Tout le monde rêve d'écrire le mini opéra rock qui s'installera sur une seule face d'un trente trois tours. Bob Dylan, lui, en 1969, se met à la country. Un magnifique pied de nez !
Le LSD et tous les hallucinogènes de la planète modifient la musique et particulièrement le rock. Les standards de production sont profondément modifiés à la fin des années 60. Les musiciens jouent des titres sans fin et les expérimentations sont nombreuses et variées.
Bizarrement, cela a l'air d'embêter Bob Dylan. Il boude Woodstock. Il s'isole et continue de taquiner les modes. En 1965, Robert Zimmerman a choqué l'Amérique en jouant de la guitare électrique sur des chansons folk.
En plein délire hippy, le troubadour voyage jusqu'au fin fond du sud des Etats Unis, à Nashville pour réaliser un tout petit disque avec un invité ringard, Johnny Cash. A l'époque l'homme en noir est un has been qui tente de se relancer. Pas de problème pour Dylan: il est le prestigieux chanteur de la première chanson qui annonce un disque de country très classique.
En trente minutes, Dylan signe dix magnifiques chansons de crooner. Dylan s'adapte aux structures stéréotypées de la country. Sa voix éraillée transcende le genre. Les guitares sont faussement nonchalantes et Dylan s'installe dans de rustiques habitudes.

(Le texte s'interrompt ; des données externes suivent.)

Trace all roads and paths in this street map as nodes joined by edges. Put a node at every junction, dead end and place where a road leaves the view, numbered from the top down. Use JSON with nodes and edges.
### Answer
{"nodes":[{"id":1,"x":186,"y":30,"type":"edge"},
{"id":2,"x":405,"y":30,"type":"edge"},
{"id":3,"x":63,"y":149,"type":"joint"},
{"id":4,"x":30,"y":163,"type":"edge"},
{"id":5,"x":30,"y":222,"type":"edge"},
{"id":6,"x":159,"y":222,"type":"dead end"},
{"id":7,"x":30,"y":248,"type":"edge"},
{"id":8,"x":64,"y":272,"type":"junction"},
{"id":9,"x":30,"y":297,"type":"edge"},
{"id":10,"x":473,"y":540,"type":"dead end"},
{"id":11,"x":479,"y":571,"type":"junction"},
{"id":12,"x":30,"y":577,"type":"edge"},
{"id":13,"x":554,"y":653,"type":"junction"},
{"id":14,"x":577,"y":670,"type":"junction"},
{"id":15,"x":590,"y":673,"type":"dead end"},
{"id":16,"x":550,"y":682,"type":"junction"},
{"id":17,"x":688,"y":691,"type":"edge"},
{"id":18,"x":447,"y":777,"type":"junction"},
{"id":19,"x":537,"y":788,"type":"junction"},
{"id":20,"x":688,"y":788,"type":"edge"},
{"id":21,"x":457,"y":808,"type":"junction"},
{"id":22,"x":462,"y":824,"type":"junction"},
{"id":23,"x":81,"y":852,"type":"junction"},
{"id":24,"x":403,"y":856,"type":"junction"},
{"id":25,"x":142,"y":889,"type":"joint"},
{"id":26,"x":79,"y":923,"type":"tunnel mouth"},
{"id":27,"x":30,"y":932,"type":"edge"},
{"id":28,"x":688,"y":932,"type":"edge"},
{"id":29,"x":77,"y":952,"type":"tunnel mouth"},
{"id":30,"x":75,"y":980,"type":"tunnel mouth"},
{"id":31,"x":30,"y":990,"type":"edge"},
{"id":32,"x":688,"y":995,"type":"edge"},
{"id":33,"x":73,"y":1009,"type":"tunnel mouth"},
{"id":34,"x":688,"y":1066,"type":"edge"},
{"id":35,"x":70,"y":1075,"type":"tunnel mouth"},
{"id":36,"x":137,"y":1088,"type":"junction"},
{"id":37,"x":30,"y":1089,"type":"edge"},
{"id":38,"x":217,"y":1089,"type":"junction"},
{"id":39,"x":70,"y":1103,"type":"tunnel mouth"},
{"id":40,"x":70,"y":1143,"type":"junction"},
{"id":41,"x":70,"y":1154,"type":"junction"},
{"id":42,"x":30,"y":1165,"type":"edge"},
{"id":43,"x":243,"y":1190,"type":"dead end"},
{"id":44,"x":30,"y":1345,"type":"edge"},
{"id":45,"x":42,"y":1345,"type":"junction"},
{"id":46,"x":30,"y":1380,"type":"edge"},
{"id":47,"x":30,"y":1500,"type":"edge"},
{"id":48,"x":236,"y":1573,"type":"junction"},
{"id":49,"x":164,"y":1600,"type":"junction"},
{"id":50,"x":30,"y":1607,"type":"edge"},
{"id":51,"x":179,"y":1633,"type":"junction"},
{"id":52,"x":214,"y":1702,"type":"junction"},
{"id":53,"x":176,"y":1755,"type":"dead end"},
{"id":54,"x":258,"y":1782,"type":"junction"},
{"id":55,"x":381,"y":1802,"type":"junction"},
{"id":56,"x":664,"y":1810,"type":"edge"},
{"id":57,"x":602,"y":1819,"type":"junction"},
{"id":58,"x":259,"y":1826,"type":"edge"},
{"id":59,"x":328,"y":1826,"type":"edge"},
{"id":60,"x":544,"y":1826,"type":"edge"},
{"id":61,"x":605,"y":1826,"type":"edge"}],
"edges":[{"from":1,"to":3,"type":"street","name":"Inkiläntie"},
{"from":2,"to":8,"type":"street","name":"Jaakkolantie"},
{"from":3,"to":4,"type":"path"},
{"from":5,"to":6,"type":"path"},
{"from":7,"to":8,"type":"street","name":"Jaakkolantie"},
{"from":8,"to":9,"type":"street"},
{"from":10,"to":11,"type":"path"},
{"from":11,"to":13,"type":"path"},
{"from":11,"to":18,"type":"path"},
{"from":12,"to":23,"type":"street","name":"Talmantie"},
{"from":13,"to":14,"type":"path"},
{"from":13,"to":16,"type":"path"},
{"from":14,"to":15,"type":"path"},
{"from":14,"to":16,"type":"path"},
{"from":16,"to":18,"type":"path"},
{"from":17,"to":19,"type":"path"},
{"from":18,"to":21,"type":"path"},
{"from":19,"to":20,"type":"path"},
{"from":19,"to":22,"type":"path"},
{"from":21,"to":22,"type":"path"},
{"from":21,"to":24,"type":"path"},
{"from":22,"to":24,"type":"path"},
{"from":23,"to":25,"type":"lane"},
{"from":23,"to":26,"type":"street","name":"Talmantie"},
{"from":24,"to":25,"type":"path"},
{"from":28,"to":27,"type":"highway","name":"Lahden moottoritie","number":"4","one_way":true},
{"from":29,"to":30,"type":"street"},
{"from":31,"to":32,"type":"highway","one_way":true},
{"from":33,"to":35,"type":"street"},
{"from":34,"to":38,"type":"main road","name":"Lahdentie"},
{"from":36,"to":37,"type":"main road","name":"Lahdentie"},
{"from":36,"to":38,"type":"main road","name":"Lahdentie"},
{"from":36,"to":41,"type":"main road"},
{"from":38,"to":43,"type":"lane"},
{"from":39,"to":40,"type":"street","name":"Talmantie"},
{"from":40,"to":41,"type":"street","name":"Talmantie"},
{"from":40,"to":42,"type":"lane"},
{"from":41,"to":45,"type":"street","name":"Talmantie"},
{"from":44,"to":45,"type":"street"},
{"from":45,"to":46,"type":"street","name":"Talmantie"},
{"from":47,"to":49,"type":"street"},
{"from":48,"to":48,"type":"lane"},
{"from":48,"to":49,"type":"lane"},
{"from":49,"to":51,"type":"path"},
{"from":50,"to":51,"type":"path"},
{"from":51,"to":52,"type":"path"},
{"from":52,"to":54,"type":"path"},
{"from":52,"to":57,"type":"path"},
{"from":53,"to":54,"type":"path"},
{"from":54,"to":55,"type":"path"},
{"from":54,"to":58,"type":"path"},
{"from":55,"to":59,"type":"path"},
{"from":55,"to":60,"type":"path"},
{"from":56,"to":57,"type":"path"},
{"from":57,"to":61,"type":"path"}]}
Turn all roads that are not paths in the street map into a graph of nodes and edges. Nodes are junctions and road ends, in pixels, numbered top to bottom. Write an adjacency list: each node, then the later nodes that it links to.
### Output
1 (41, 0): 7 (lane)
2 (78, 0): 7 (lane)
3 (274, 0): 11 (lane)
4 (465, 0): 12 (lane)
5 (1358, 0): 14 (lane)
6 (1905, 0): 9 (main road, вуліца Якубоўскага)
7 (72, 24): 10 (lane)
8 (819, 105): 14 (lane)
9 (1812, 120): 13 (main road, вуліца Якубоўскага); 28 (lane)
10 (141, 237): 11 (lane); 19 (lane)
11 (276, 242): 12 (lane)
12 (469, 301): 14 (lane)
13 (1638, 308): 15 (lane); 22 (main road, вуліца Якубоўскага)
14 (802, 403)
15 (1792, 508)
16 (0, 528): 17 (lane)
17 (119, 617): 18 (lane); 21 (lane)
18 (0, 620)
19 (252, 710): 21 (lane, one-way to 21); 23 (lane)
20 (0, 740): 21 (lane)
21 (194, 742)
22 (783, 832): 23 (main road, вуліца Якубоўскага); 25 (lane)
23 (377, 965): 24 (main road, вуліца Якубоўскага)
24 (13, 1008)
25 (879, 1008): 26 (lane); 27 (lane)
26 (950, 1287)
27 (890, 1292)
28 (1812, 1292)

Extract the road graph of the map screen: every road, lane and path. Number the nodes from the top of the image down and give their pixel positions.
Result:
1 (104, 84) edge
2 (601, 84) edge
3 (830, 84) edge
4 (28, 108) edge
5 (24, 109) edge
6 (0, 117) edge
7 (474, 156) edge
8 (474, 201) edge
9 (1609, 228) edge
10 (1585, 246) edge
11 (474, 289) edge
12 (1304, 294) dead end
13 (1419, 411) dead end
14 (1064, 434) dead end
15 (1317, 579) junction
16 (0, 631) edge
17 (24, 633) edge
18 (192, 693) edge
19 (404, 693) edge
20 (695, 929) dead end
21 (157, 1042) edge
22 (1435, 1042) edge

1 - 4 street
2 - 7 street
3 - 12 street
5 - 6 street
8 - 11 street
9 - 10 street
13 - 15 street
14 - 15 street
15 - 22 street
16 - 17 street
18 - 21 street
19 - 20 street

A la recherche de tranquillité, loin des médias hystériques, Dylan et sa famille s'installe à Nashville et le bonhomme trouve du réconfort dans la tradition et les racines du blues. Ce n'est plus du folk primitif et sauvage. C'est de la country reposante et sublimée par l'écriture humble du chanteur.
L'Amérique est à l'époque secouée par des protestations politiques et sociales. L'exercice de style de Dylan donne l'impression de chercher une idée du bonheur. C'est un album qui rend heureux, qui s'oppose à son époque pour mieux lui offrir un miroir. C'est intelligent et élégant.